METHODS: We reviewed the charts of every patient who underwent rapid induction of aeroallergen immunotherapy at our institution. Extracts were dosed per practice parameters. All patients were pretreated for three days with prednisone, an H1 antagonist, and an H2 antagonist; some also received montelukast. Patients achieved an average dose of 10% maintenance on the day of rapid induction. We calculated the rate of reactions occurring on the day of induction and of the subsequent day. We classified reactions using the WAO systemic reaction scale.

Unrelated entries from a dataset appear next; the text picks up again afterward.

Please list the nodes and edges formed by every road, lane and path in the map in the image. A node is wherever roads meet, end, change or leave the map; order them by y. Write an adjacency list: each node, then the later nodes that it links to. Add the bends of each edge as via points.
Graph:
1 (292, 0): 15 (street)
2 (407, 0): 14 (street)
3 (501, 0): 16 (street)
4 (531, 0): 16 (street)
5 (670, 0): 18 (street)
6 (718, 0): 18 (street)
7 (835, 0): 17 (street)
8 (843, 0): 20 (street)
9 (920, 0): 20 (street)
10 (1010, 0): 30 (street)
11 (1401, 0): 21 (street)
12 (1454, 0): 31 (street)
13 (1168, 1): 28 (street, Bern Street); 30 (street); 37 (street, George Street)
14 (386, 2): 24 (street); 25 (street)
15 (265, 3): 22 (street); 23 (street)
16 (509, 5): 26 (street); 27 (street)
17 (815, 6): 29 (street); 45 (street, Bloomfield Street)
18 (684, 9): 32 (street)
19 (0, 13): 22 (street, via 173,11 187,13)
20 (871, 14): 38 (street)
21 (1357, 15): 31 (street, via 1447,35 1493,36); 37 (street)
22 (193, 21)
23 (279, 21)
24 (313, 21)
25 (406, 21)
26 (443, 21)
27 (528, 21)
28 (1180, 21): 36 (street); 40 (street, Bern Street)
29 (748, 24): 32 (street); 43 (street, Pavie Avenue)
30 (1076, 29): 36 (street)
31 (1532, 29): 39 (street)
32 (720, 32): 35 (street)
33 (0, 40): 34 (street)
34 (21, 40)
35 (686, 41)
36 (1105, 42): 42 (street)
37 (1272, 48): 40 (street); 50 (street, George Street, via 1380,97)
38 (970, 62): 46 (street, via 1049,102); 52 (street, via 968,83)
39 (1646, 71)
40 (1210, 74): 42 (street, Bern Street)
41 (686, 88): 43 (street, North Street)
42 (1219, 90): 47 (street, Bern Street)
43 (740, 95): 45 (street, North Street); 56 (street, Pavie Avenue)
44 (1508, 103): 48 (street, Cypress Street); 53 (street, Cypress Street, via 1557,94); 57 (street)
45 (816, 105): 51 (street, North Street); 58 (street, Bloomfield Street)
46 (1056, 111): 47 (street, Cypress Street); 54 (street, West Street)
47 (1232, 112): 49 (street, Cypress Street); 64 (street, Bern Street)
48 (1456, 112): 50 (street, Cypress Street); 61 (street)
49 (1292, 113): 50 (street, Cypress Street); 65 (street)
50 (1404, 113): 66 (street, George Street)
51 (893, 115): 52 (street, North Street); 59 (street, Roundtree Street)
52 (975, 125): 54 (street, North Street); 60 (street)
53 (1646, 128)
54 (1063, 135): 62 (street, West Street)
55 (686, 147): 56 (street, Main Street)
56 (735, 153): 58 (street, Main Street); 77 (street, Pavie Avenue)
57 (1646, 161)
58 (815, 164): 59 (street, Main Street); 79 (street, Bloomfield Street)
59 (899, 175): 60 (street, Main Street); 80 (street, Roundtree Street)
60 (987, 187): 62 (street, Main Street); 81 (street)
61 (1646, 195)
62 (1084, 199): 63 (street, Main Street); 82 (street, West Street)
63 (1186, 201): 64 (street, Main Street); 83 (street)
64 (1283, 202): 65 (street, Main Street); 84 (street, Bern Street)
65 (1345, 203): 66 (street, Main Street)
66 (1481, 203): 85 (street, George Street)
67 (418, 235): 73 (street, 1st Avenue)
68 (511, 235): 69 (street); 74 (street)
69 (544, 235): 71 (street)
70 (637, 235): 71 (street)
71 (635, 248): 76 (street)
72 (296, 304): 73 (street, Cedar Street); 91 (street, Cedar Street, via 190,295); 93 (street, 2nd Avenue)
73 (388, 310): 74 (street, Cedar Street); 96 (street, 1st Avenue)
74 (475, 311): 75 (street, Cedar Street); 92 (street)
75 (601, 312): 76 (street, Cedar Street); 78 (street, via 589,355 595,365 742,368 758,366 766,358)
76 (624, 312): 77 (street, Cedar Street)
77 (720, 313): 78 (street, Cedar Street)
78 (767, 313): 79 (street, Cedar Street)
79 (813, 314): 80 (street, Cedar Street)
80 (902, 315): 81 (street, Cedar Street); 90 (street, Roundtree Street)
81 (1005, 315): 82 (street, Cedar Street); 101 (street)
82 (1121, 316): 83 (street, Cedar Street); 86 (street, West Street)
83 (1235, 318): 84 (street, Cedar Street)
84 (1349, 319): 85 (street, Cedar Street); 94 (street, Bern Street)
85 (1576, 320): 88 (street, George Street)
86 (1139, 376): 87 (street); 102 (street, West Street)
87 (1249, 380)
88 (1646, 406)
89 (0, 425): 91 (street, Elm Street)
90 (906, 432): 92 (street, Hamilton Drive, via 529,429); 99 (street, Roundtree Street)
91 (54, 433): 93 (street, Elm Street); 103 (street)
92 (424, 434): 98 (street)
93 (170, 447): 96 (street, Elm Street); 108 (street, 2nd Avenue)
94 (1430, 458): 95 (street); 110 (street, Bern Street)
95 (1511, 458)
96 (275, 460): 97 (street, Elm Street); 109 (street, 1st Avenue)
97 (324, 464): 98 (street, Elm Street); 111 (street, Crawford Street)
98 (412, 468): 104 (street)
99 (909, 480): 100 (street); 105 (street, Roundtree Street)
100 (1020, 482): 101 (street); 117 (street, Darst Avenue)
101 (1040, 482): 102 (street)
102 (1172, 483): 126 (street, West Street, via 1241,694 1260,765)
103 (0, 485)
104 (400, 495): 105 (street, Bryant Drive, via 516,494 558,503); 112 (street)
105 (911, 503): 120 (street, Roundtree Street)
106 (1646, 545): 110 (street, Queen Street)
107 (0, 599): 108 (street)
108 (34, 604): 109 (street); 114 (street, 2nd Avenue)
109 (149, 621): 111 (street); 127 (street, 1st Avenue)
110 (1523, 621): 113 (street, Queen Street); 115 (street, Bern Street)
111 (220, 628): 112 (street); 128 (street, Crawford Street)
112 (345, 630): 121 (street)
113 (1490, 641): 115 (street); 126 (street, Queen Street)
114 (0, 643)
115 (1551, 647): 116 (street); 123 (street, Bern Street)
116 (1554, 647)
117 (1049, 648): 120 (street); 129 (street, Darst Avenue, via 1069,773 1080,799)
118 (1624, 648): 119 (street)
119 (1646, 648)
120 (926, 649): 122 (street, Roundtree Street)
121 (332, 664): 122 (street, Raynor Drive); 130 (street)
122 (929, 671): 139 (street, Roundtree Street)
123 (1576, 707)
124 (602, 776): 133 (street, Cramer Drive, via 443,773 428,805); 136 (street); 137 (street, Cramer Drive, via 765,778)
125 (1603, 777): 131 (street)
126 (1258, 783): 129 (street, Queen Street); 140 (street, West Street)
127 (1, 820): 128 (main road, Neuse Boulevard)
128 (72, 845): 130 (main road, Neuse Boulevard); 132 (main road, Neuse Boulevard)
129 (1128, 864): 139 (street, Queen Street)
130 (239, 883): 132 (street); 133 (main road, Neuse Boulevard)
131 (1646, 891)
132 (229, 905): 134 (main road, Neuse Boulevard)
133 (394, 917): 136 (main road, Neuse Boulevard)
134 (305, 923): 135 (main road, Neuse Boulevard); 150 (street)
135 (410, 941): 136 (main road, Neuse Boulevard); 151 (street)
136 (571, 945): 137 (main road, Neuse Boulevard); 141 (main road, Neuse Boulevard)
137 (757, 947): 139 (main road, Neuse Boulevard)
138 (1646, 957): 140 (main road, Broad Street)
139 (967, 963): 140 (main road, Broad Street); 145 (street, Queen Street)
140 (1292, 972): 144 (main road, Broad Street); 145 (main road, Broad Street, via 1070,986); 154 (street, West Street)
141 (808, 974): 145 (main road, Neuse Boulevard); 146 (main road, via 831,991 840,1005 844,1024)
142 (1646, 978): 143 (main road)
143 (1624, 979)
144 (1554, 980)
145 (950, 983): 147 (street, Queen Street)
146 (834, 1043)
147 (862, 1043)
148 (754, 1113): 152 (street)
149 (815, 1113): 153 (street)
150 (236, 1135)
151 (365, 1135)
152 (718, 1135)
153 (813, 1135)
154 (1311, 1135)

RESULTS: 110 patients underwent 149 rapid induction procedures from July 2011 through July 2017. The rate of systemic reactions on the day of induction was 23% (35/149), and, 74% of the time, the reaction severity was WAO grade 2 (range 1-2). 83% (29/35) of patients with systemic reactions received medications; 67% (23/35) received epinephrine. All patients were discharged directly from clinic; none required hospitalization. The rate of systemic reaction for the subsequent injection was 5% (8/149); average WAO grade 2 (range 1-2). Pretreatment with montelukast was associated with decreased likelihood of systemic reaction independent of other risk factors.
CONCLUSIONS: Rapid induction of immunotherapy carries a significant risk of anaphylaxis, even when the target dose is 10% of the maintenance dose. Use of montelukast was associated with decreased likelihood of systemic reaction.